Thanks to Netflix’s new star, you can really clean up

ABC News

If you haven’t heard of Marie Kondo, you may be living under a pile of clutter.

The home organization guru sparked a phenomenon with her KonMari method of tidying and her bestselling book The Life-Changing Magic of Tidying Up: The Japanese Art of Decluttering and Organizing.  Now, she’s the star of Netlfix’s Tidying Up with Marie Kondo, which features her traveling across the U.S. to teach American families how to clean up.

The first thing Kondo says to ask yourself when deciding whether or not to keep things is, “Does the item spark joy?”

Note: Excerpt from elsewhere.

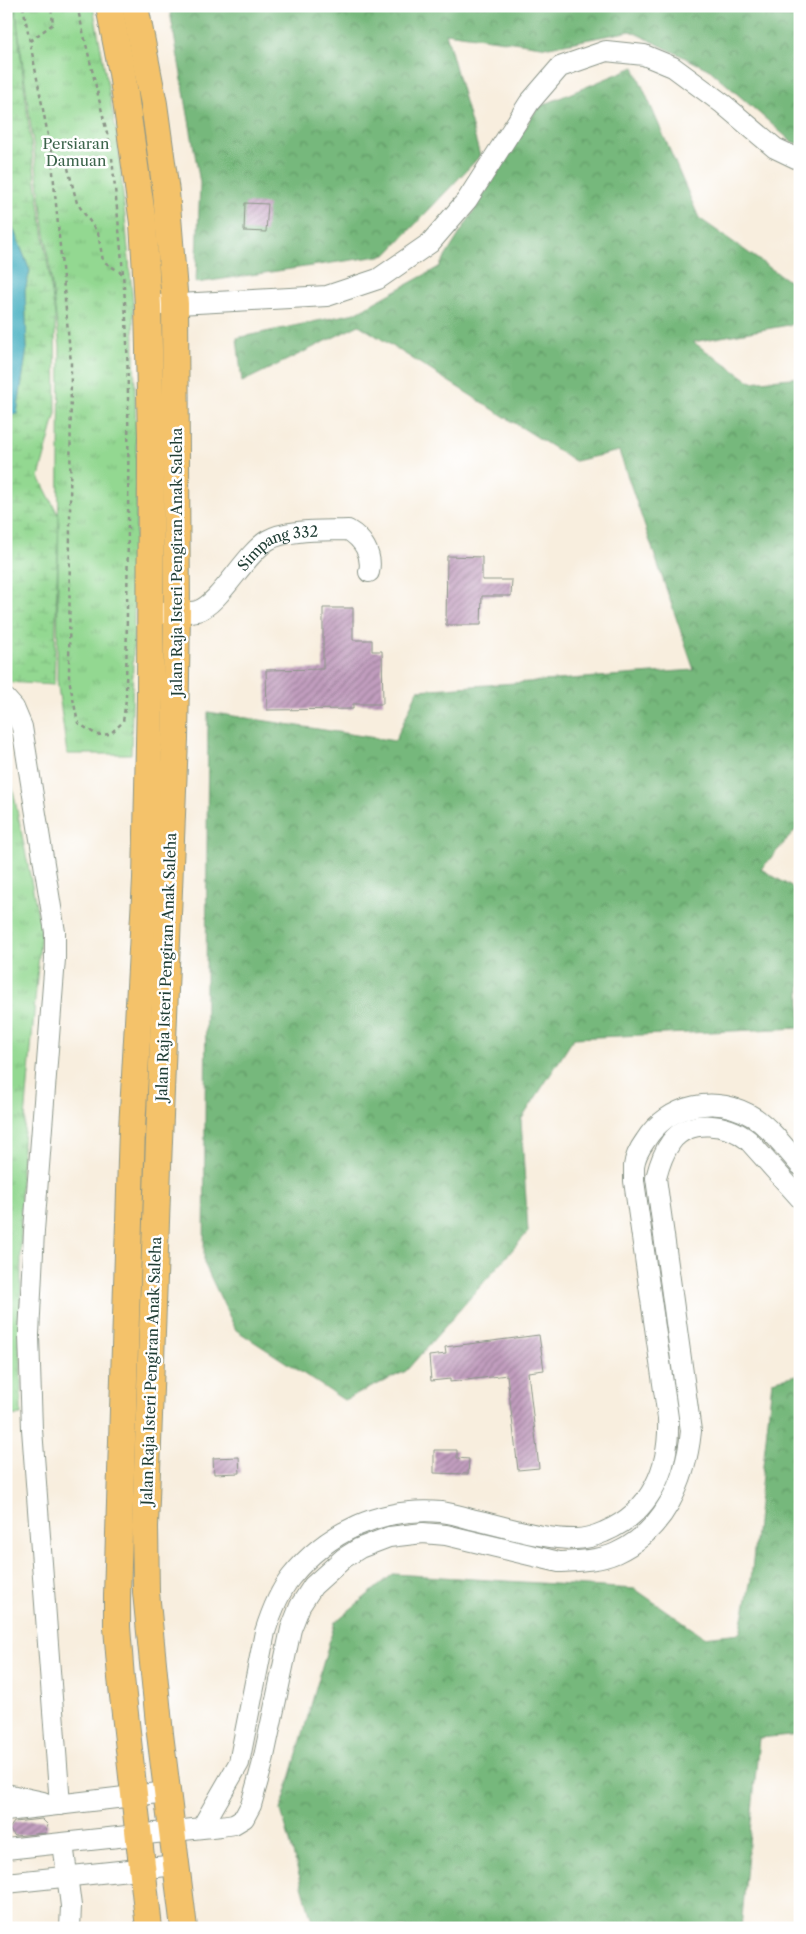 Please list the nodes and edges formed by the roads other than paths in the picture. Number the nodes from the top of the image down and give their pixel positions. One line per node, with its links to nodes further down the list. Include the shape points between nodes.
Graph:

If the answer is no, then it should be donated or given to a friend, according to Kondo.

Being able to determine which items spark joy is a skill that must be developed, Kondo told ABC News’ Good Morning America.

For example, most people’s closets include clothing in a variety of different sizes. When it comes to those items, Kondo has one question to ask: “[D]oes it make you want to go exercise so you can fit into it? Or does it make you dread that you have to exercise because you want to fit into it?”

Kondo suggests tackling clutter by category, not location, and following her six rules, which are, in order:

1. Commit yourself to tidying up.
2. Imagine your ideal lifestyle.
3. Finish discarding first.
4. Tidy by category, not by location.
5. Follow the right order (clothes, books, paper, miscellaneous items, sentimental items).
6. Ask yourself, “Does it spark joy?”

Viewers have also been quick to take to social media to show off their tidying, including Kondo’s most famous organizing trick, the KonMari folding method: folding clothes in halves or thirds so you end up with a rectangle that stands upright in drawers or on shelves.